The Ethics of Foraging

Like many in New England, I live in a place that once contained an apple orchard. The land has long since been divided up, but the old apple trees persist on bearing fruit, much of which, when the season comes, goes unharvested. Some view the resulting apple drop as a nuisance, I can’t help but see it as food going to waste. A recent New York Times article gave rise to a lively debate (see their comments section) over the ethics of foraging food on the property of others:

At Vacant Homes, Foraging for Fruit

As she does every evening, Kelly Callahan walked her dogs through her East Atlanta neighborhood. As in many communities in a city with the 16th-highest foreclosure rate in the nation, there were plenty of empty, bank-owned properties for sale.

She noticed something else. Those forlorn yards were peppered with overgrown gardens and big fruit trees, all bulging with the kind of bounty that comes from the high heat and afternoon thunderstorms that have defined Atlanta’s summer.

So she began picking. First, there was a load of figs, which she intends to make into jam for a cafe that feeds homeless people. Then, for herself, she got five pounds of tomatoes, two kinds of squash and — the real prize — a Sugar Baby watermelon.

“I don’t think of it as stealing,” she said. “These things were planted by a person who was going to harvest them. That person no longer has the ability to. It’s not like the bank people who sit in their offices are going to come out here and pick figs.” Read more…
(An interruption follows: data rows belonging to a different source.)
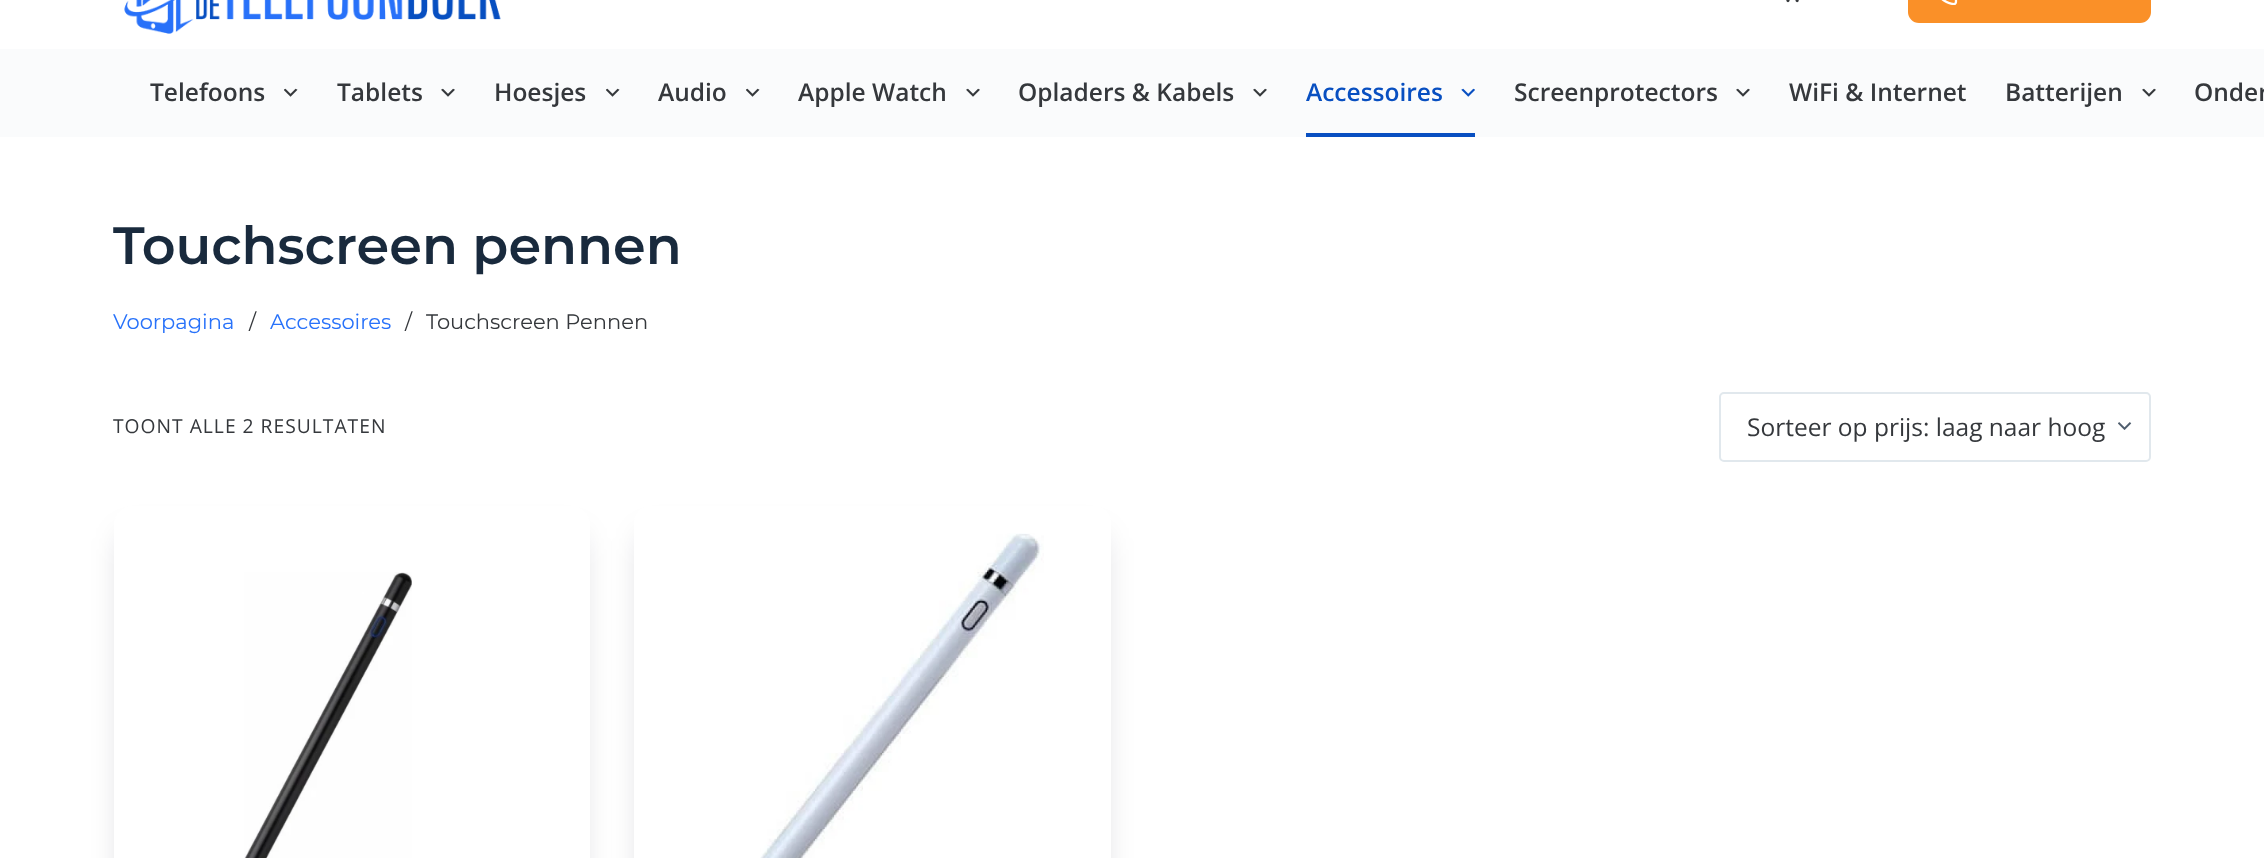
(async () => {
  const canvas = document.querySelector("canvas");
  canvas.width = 2264;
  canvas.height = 858;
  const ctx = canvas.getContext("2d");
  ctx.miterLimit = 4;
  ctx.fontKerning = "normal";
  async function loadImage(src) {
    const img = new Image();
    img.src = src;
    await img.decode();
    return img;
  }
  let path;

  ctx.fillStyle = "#ffffff";
  ctx.fillRect(0, 0, 2264, 858);
  ctx.drawImage(await loadImage("img/1.png"), 124, 0, 377, 34);
  ctx.drawImage(await loadImage("img/2.png"), 1786, 0, 13, 3);
  ctx.fillStyle = "#fa9028";
  ctx.beginPath();
  ctx.roundRect(1908, -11, 243, 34, 11);
  ctx.fill();
  ctx.drawImage(await loadImage("img/3.png"), 1941, 0, 17, 5);
  ctx.fillStyle = "#fafbfc";
  ctx.fillRect(0, 49, 2264, 88);
  ctx.drawImage(await loadImage("img/4.png"), 284, 88, 14, 9);
  ctx.drawImage(await loadImage("img/5.png"), 441, 88, 14, 9);
  ctx.drawImage(await loadImage("img/4.png"), 606, 88, 14, 9);
  ctx.drawImage(await loadImage("img/4.png"), 746, 88, 14, 9);
  ctx.drawImage(await loadImage("img/5.png"), 966, 88, 14, 9);
  ctx.drawImage(await loadImage("img/5.png"), 1253, 88, 14, 9);
  ctx.drawImage(await loadImage("img/6.png"), 1461, 88, 14, 9);
  ctx.fillStyle = "#084fc1";
  ctx.fillRect(1306, 133, 169, 4);
  ctx.drawImage(await loadImage("img/5.png"), 1736, 88, 14, 9);
  ctx.drawImage(await loadImage("img/5.png"), 2142, 88, 14, 9);
  ctx.drawImage(await loadImage("img/7.png"), 2118, 422, 14, 8);
  ctx.beginPath();
  ctx.roundRect(1720, 393, 430, 68, 4);
  ctx.strokeStyle = "#e1e8ed";
  ctx.lineWidth = 2;
  ctx.stroke();
  ctx.fillStyle = "rgba(0, 7, 20, 0.19)";
  ctx.filter = "blur(16px)";
  ctx.beginPath();
  ctx.roundRect(124, 537, 455, 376, 7);
  ctx.fill();
  ctx.filter = "none";
  ctx.fillStyle = "#ffffff";
  ctx.beginPath();
  ctx.roundRect(114, 506, 476, 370, 18);
  ctx.fill();
  ctx.drawImage(await loadImage("img/8.png"), 244, 572, 168, 286);
  ctx.save();
  path = new Path2D("M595 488H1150V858H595ZM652 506H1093C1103 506 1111 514 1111 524V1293C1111 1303 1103 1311 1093 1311H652C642 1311 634 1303 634 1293V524C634 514 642 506 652 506Z");
  ctx.clip(path, "evenodd");
  ctx.fillStyle = "rgba(0, 7, 20, 0.19)";
  ctx.filter = "blur(16px)";
  ctx.beginPath();
  ctx.roundRect(644, 537, 457, 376, 7);
  ctx.fill();
  ctx.filter = "none";
  ctx.restore();
  ctx.drawImage(await loadImage("img/9.png"), 760, 533, 284, 325);
  ctx.font = "600 24.5px Open Sans";
  ctx.fillStyle = "#35383c";
  for (const [text, x, y] of [
    ["Telefoons", 150, 101],
    ["Tablets", 337, 101],
    ["Hoesjes", 494, 101],
    ["Audio", 658, 101],
    ["Apple Watch", 798, 101],
    ["Opladers & Kabels", 1018, 101],
  ]) {
    ctx.fillText(text, x, y);
  }
  ctx.fillStyle = "#084fc1";
  ctx.fillText("Accessoires", 1306, 101);
  ctx.fillStyle = "#35383c";
  for (const [text, x, y] of [
    ["Screenprotectors", 1514, 101],
    ["WiFi & Internet", 1789, 101],
    ["Batterijen", 2005, 101],
    ["Onder", 2194, 101],
  ]) {
    ctx.fillText(text, x, y);
  }
  ctx.font = "600 52.5px Montserrat";
  ctx.fillStyle = "#192a3d";
  ctx.fillText("Touchscreen pennen", 113, 264);
  ctx.font = "21px Montserrat";
  ctx.fillStyle = "#2872fa";
  ctx.fillText("Voorpagina", 113, 329);
  ctx.fillStyle = "#35383c";
  ctx.fillText("/", 249, 329);
  ctx.fillStyle = "#2872fa";
  ctx.fillText("Accessoires", 270, 329);
  ctx.fillStyle = "#35383c";
  ctx.fillText("/", 405, 329);
  ctx.fillText("Touchscreen Pennen", 426, 329);
  ctx.letterSpacing = "1px";
  ctx.font = "19.25px Open Sans";
  ctx.fillText("TOONT ALLE 2 RESULTATEN", 113, 433);
  ctx.letterSpacing = "0px";
  ctx.font = "24.5px Open Sans";
  ctx.fillText("Sorteer op prijs: laag naar hoog", 1747, 436);
})();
Upon further research, I learned that foragers, whether urban or wild, abide by a code of ethics. Most seemed in agreement that foraging without permission is considered stealing, except in survival situations. From Urban Edibles:

Asking Permission

Always ask permission before you pick no matter where the trees or bushes are located. Not everyone is alright with their neighbors picking from their sidewalk plot. However, many fruit-producing trees and herbaceous species are readily available on public land. It’s not always easy to tell which is which. Part of being a thoughtful community member is in respecting both private and public terrain. The Urban Edibles wild food source database is designed as a resource for potential harvesting locations (i.e. areas with an abundance of fallen fruit). We do not condone unsanctioned harvesting practices or trespassing. Consistently asking permission to harvest wild foods ensures lawful conduct. It also promotes face-to-face dialog between you and your neighbors. We believe that building this kind of wild food network helps connect us to one another as well as our urban habitat. It makes our communities that much healthier!

Luckily for us, our neighbors are easy to approach and we’re hoping this year’s collection of community apples results in some fine apple cider for all!